The effects of low serum testosterone levels listed in Table 1 of our article are well established and are similar whether a man is 25 or 65 years old. For this reason, we would argue that the distinction between older and younger men in terms of these effects lacks a scientific basis, as does the use of age-adjusted reference ranges for testosterone, which rigidly assign only men with a testosterone level in the lowest 2.5 percentile to the subnormal category, without consideration of clinical features.
The well-documented benefits of testosterone include increases in libido, the hematocrit, muscle mass, and bone density and diminished body fat.1 Promising benefits in cognition2 and mood3 have been suggested by some studies but will require additional investigation and confirmation. Many men report increased energy, decreased fatigue, and a heightened sense of vitality with treatment, but these apparent benefits have not been rigorously tested.
In our review, we specifically discuss literature on the often-repeated concerns regarding testosterone and the specific risks of prostate cancer and cardiovascular disease. Although it has been considered almost axiomatic that increased testosterone levels are causative factors in these two diseases, we were unable to identify any clear and compelling evidence of such a link in the available literature. We thus believe that the underlying hypotheses about testosterone, prostate cancer, and cardiovascular disease should be reevaluated. As for indications in older men, it has not been widely appreciated that hypogonadism associated with aging usually occurs as a result of a combination of hypergonadotrophic and hypogonadotrophic hypogonadism. Both of these conditions are specifically listed in FDA-approved package inserts as indications for testosterone therapy.
The observation by Drs. Schaeffer and Walsh of a possible depressive effect of prostate cancer on serum testosterone levels involves a relationship that, in our view, merits further investigation. It has been hypothesized that this effect is particularly evident in high-grade tumors.4
Dr. Redmond rightly points out the importance of avoiding close physical contact with women and children for several hours after the application of testosterone gel. A cautionary note to this effect should be routinely incorporated in instructions given to patients.

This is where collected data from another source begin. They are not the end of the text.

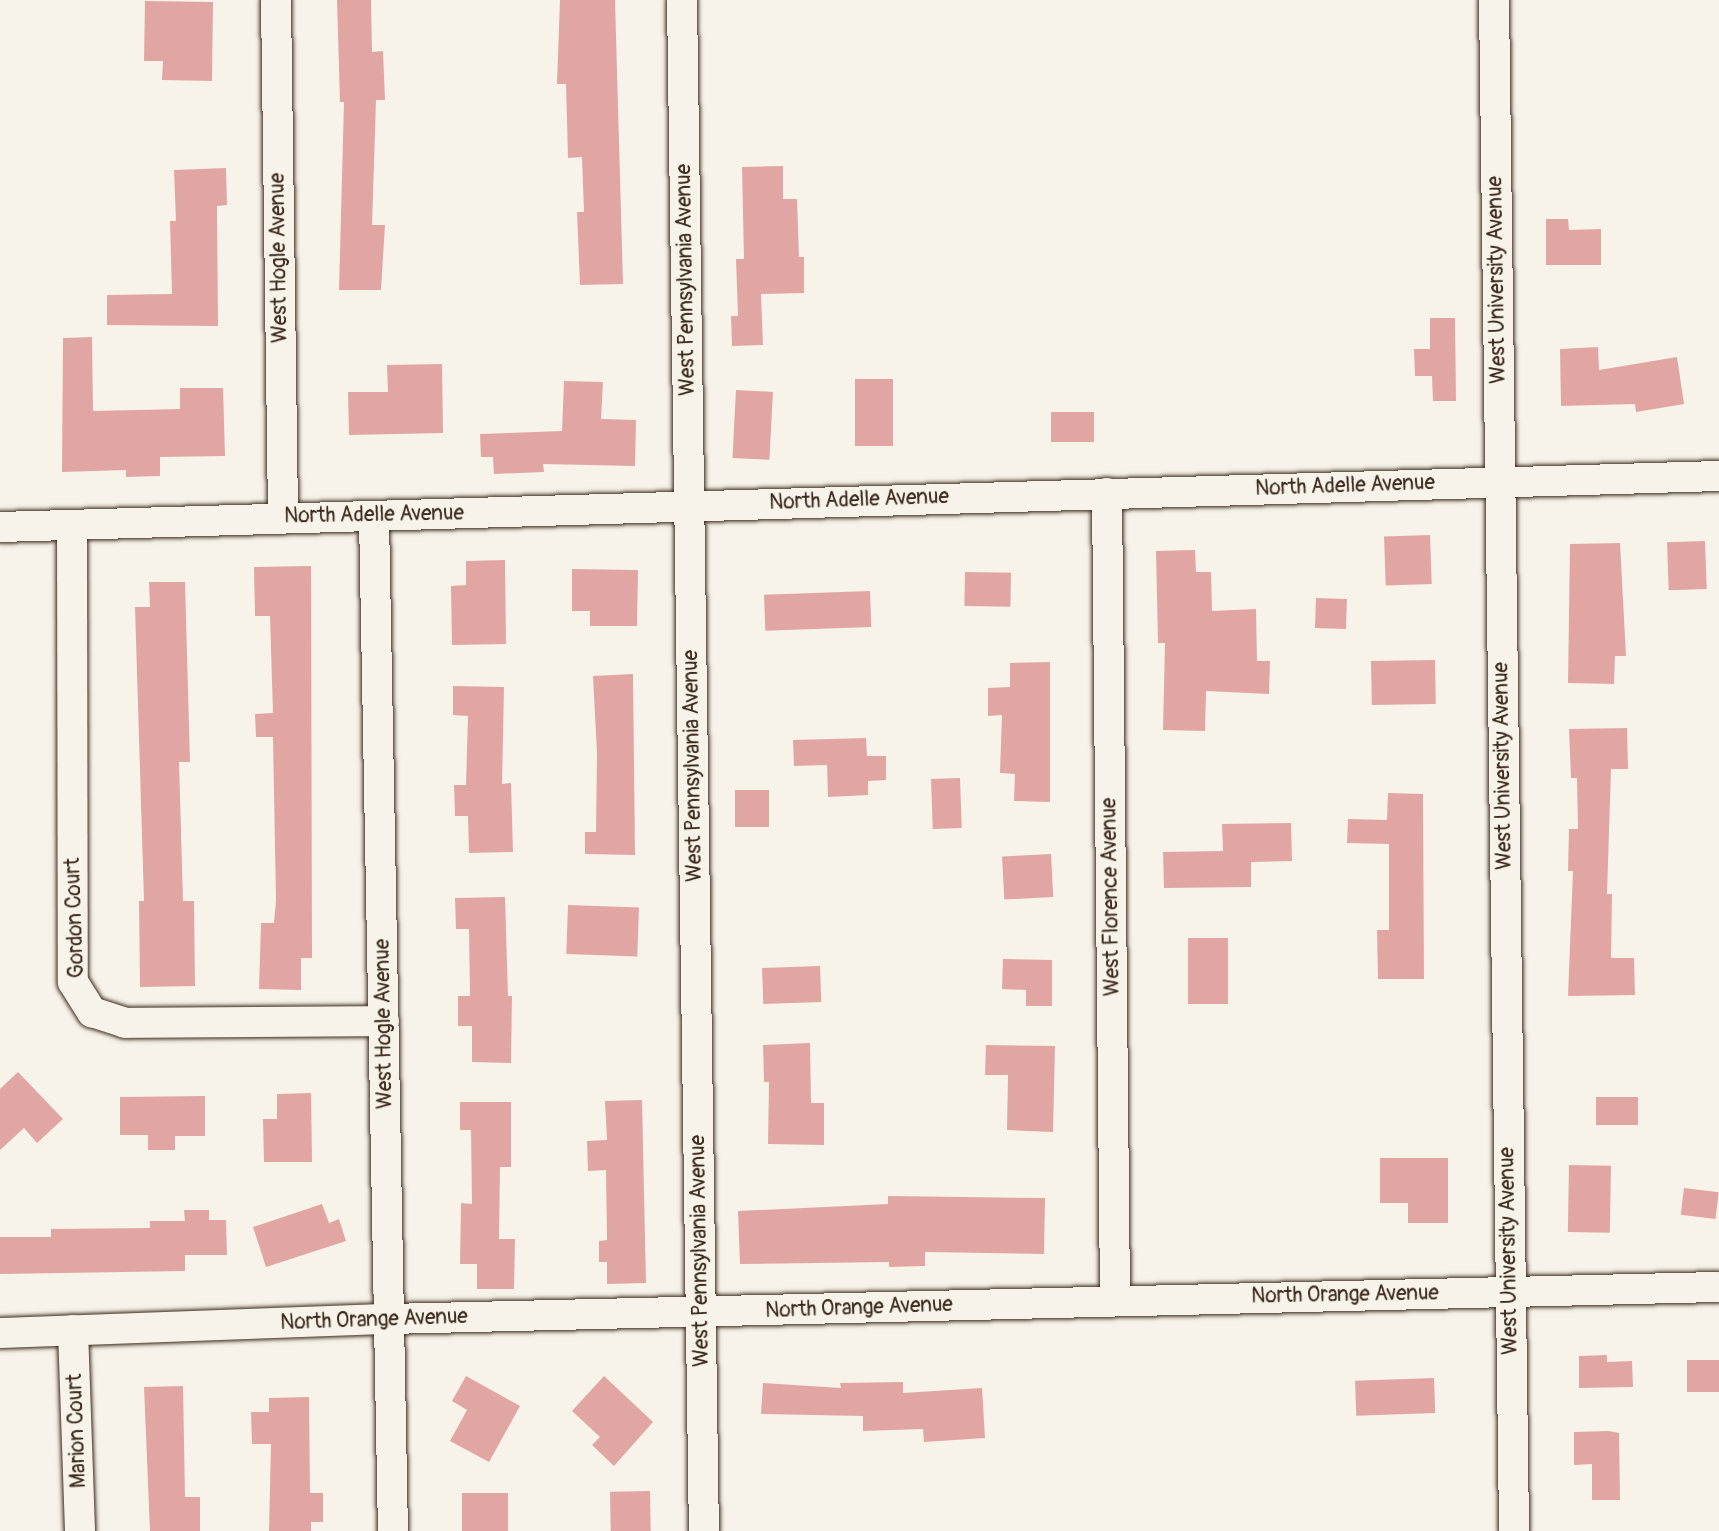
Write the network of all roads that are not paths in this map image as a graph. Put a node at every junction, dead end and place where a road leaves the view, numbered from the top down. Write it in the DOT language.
graph roads {
  1 [pos="276,0"];
  2 [pos="682,0"];
  3 [pos="1494,0"];
  4 [pos="1719,476"];
  5 [pos="1499,481"];
  6 [pos="1107,493"];
  7 [pos="689,505"];
  8 [pos="283,517"];
  9 [pos="374,517"];
  10 [pos="72,526"];
  11 [pos="0,527"];
  12 [pos="384,1021"];
  13 [pos="1719,1287"];
  14 [pos="1509,1292"];
  15 [pos="1115,1301"];
  16 [pos="701,1312"];
  17 [pos="389,1319"];
  18 [pos="73,1330"];
  19 [pos="0,1333"];
  20 [pos="80,1531"];
  21 [pos="393,1531"];
  22 [pos="704,1531"];
  23 [pos="1514,1531"];
  1 -- 8 [label="street, West Hogle Avenue"];
  2 -- 7 [label="street, West Pennsylvania Avenue"];
  3 -- 5 [label="street, West University Avenue"];
  4 -- 5 [label="street, North Adelle Avenue"];
  5 -- 6 [label="street, North Adelle Avenue"];
  5 -- 14 [label="street, West University Avenue"];
  6 -- 7 [label="street, North Adelle Avenue"];
  6 -- 15 [label="street, West Florence Avenue"];
  7 -- 9 [label="street, North Adelle Avenue"];
  7 -- 16 [label="street, West Pennsylvania Avenue"];
  8 -- 9 [label="street, North Adelle Avenue"];
  8 -- 10 [label="street, North Adelle Avenue"];
  9 -- 12 [label="street, West Hogle Avenue"];
  10 -- 11 [label="street, North Adelle Avenue"];
  10 -- 12 [label="street, Gordon Court"];
  12 -- 17 [label="street, West Hogle Avenue"];
  13 -- 14 [label="street, North Orange Avenue"];
  14 -- 15 [label="street, North Orange Avenue"];
  14 -- 23 [label="street, West University Avenue"];
  15 -- 16 [label="street, North Orange Avenue"];
  16 -- 17 [label="street, North Orange Avenue"];
  16 -- 22 [label="street, West Pennsylvania Avenue"];
  17 -- 18 [label="street, North Orange Avenue"];
  17 -- 21 [label="street, West Hogle Avenue"];
  18 -- 19 [label="street, North Orange Avenue"];
  18 -- 20 [label="street, Marion Court"];
}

Finally, we must make a clear distinction between the physiologic replacement of testosterone in hypogonadal men, which is most frequently associated with mood stabilization, and the illicit use of anabolic steroids, usually in markedly supraphysiologic doses, which has been anecdotally linked to aggressive, violent behavior.
Abraham Morgentaler, M.D.
Harvard Medical School
Boston, MA 02115
amorgent@caregroup.harvard.edu
Ernani Luis Rhoden, M.D.
Federal Foundation of Medical Sciences
90050-170 Porto Allegre, Brazil
References
Wang C, Swerdloff RS, Iranmanesh A, et al. Transdermal testosterone gel improves sexual function, mood, muscle strength, and body composition parameters in hypogonadal men. J Clin Endocrinol Metab 2000;85:2839-2853.
Cherrier MM, Plymate S, Mohan S, et al. Relationship between testosterone supplementation and insulin-like growth factor-I levels and cognition in healthy older men. Psychoneuroendocrinology 2004;29:65-82.
Pope HG Jr, Cohane GH, Kanayama G, Siegel AJ, Hudson JI. Testosterone gel supplementation for men with refractory depression: a randomized, placebo-controlled trial. Am J Psychiatry 2003;160:105-111.
Hoffman MA, DeWolf W, Morgentaler A. Is low serum free testosterone a marker for high grade prostate cancer? J Urol 2000;163:824-827.